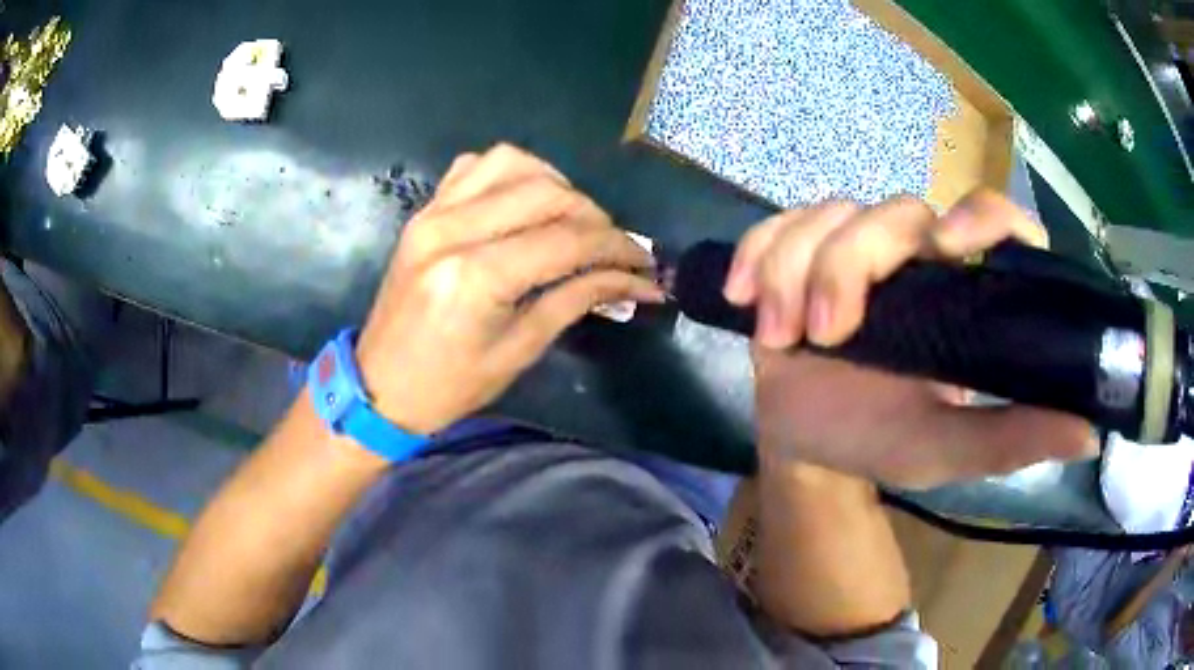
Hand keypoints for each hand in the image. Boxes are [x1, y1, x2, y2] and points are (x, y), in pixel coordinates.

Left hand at [356, 145, 662, 434]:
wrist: (378, 386)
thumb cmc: (449, 386)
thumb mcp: (520, 350)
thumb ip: (577, 300)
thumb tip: (636, 281)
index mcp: (475, 277)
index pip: (567, 240)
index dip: (616, 248)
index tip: (646, 262)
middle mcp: (452, 230)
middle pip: (546, 193)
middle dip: (594, 217)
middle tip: (612, 248)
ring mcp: (432, 213)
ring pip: (512, 163)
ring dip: (555, 185)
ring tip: (571, 220)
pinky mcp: (423, 211)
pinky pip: (475, 167)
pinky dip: (511, 174)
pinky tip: (524, 203)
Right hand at [724, 191, 1094, 487]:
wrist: (809, 444)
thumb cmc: (883, 441)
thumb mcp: (952, 449)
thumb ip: (1016, 437)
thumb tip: (1092, 430)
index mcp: (961, 291)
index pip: (991, 220)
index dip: (980, 218)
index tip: (950, 246)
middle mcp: (914, 254)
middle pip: (892, 213)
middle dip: (850, 264)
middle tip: (826, 334)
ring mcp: (853, 247)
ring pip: (827, 215)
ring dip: (793, 269)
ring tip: (779, 335)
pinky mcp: (798, 251)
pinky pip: (775, 226)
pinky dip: (756, 255)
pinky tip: (743, 299)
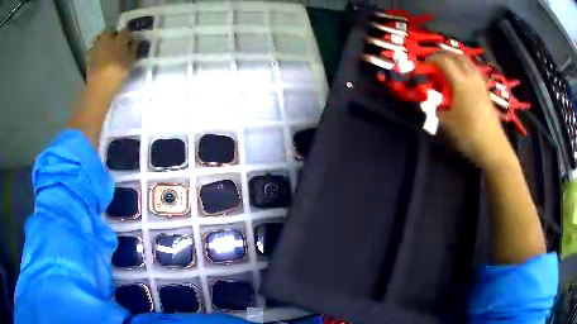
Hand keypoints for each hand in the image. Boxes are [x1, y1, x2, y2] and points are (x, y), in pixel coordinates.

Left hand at [86, 29, 137, 92]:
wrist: (99, 88)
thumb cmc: (117, 75)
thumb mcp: (130, 63)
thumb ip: (133, 50)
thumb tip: (135, 42)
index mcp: (119, 40)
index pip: (125, 31)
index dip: (128, 35)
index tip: (129, 41)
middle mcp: (107, 40)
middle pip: (109, 30)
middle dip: (112, 33)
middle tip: (115, 40)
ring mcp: (96, 48)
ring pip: (98, 37)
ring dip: (101, 39)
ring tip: (105, 46)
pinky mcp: (89, 57)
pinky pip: (91, 49)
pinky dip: (94, 49)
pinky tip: (97, 54)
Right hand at [429, 53, 513, 168]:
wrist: (493, 148)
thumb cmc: (468, 135)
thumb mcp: (446, 123)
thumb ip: (435, 108)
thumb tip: (430, 100)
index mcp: (460, 82)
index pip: (443, 61)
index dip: (431, 59)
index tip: (423, 65)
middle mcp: (471, 78)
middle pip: (457, 56)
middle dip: (444, 55)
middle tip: (435, 61)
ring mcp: (481, 85)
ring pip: (468, 63)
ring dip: (456, 60)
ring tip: (448, 67)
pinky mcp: (486, 93)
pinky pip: (474, 72)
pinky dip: (465, 69)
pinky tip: (462, 80)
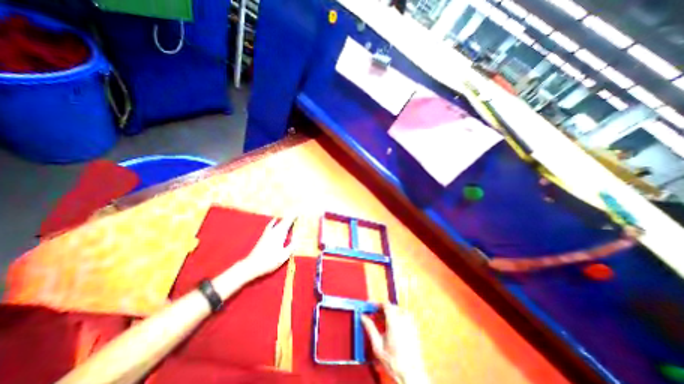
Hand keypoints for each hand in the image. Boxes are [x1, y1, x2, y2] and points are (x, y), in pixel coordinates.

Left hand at [239, 217, 295, 278]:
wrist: (252, 265)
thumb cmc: (269, 261)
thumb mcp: (283, 256)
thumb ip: (291, 247)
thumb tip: (297, 240)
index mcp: (279, 234)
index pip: (288, 223)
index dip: (293, 217)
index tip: (299, 213)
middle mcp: (273, 231)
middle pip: (283, 221)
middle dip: (290, 217)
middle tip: (297, 215)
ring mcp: (268, 233)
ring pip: (277, 223)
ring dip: (284, 219)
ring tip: (289, 217)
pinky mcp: (264, 236)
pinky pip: (271, 225)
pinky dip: (275, 222)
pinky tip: (275, 220)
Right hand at [360, 305, 428, 382]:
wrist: (411, 375)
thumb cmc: (395, 362)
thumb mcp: (377, 346)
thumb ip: (370, 328)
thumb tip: (363, 317)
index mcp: (394, 322)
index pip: (386, 305)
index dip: (377, 304)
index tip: (371, 307)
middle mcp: (404, 320)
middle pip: (392, 307)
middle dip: (383, 309)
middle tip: (375, 315)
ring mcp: (410, 324)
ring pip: (398, 311)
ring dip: (390, 313)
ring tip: (382, 322)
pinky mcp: (414, 329)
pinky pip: (405, 317)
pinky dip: (397, 318)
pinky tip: (392, 328)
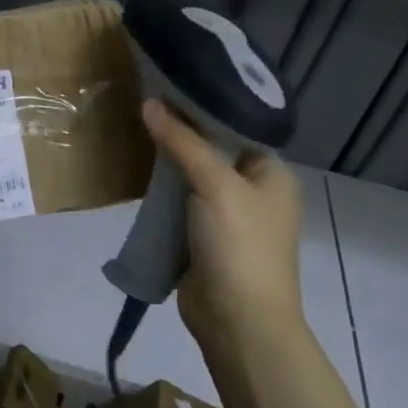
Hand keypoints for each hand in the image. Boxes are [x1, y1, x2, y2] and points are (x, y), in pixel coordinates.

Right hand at [141, 99, 305, 347]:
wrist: (238, 321)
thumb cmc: (240, 245)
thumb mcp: (215, 185)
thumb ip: (182, 142)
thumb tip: (149, 103)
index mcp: (272, 173)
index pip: (236, 127)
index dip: (202, 107)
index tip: (167, 86)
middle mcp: (254, 191)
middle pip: (212, 150)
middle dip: (179, 133)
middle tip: (143, 105)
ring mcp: (228, 216)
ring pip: (192, 177)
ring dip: (168, 162)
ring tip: (134, 131)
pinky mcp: (203, 237)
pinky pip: (180, 203)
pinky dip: (162, 191)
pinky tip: (138, 173)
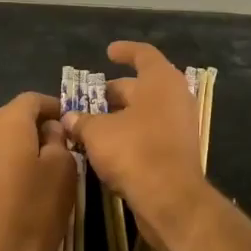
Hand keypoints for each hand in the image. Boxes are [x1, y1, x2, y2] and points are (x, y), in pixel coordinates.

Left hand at [0, 91, 76, 250]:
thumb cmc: (33, 212)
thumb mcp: (63, 172)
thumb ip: (58, 141)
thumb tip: (49, 131)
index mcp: (5, 123)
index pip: (32, 99)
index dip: (54, 107)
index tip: (72, 124)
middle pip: (12, 118)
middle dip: (37, 127)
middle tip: (63, 148)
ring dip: (20, 148)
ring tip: (43, 171)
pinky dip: (6, 167)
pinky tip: (20, 191)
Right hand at [61, 42, 208, 235]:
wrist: (170, 199)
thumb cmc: (135, 152)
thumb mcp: (98, 133)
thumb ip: (82, 121)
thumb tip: (69, 118)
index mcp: (160, 81)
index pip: (143, 55)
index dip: (125, 51)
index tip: (108, 52)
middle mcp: (175, 98)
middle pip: (143, 85)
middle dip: (116, 91)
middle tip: (91, 99)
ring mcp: (180, 125)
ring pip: (147, 111)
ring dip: (122, 115)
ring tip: (94, 123)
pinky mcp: (178, 150)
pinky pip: (152, 132)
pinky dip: (131, 133)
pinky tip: (108, 145)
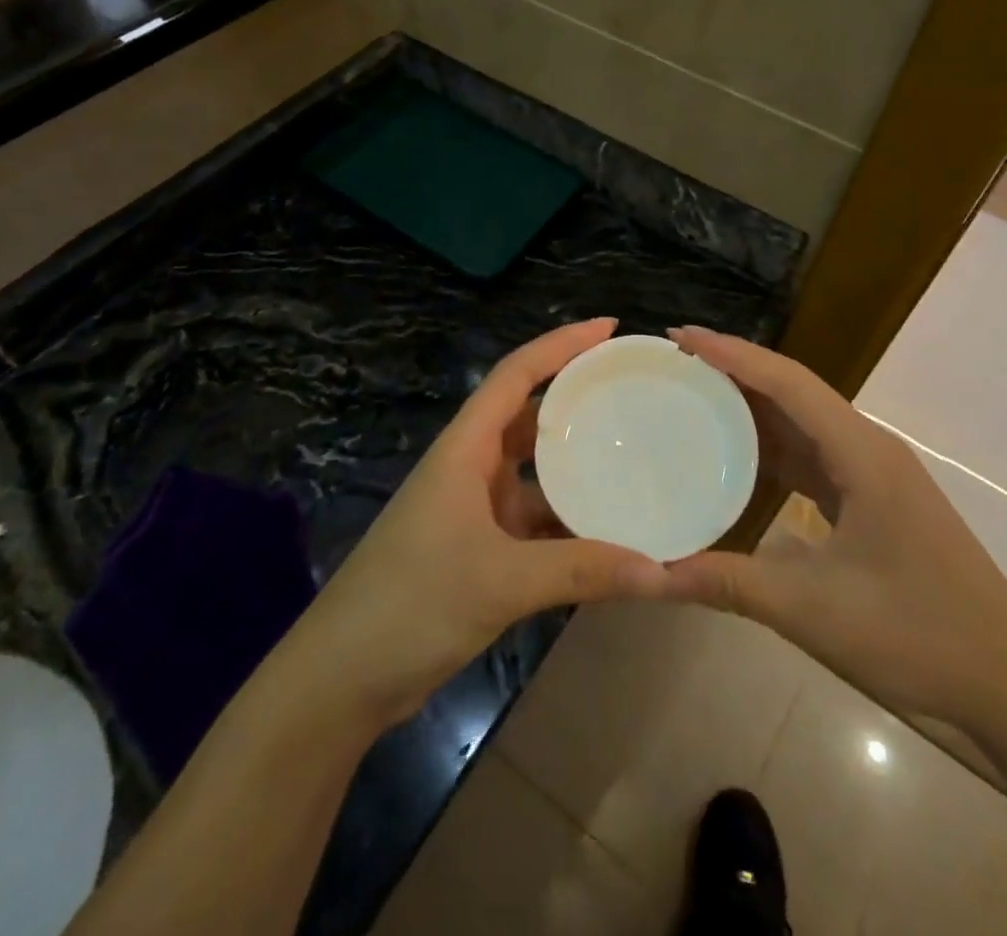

> **Assignment**:
From the records above, transcribe exactly the lines starting at the one containing "ring pip: (192, 177)" and ending at the one containing "index tip: (108, 52)". Skip the pictures.

> **Output for this exercise**:
ring pip: (192, 177)
ring dip: (168, 162)
ring tip: (134, 131)
pinky mcp: (203, 237)
pinky pip: (180, 203)
pinky dip: (162, 191)
pinky tip: (138, 173)
Hand keypoints for each hand in the image. Boxes are [x1, y1, x2, y2] and points are (x, y), in pixel coordinates.

Left hand at [0, 91, 76, 250]:
thumb cmc: (33, 212)
thumb mcp: (63, 172)
thumb ip: (58, 141)
thumb tip: (49, 131)
index mcp: (5, 123)
index pip: (32, 99)
index dip: (54, 107)
index tip: (72, 124)
middle pip: (12, 118)
middle dip: (37, 127)
middle tip: (63, 148)
ring dip: (20, 148)
ring tip: (43, 171)
pinky dip: (6, 167)
pinky tip: (20, 191)
Right hand at [61, 42, 208, 235]:
wrist: (170, 199)
thumb cmc: (135, 152)
thumb mcp: (98, 133)
thumb ip: (82, 121)
thumb tip: (69, 118)
index mcp: (160, 81)
index pip: (143, 55)
index dip: (125, 51)
index tip: (108, 52)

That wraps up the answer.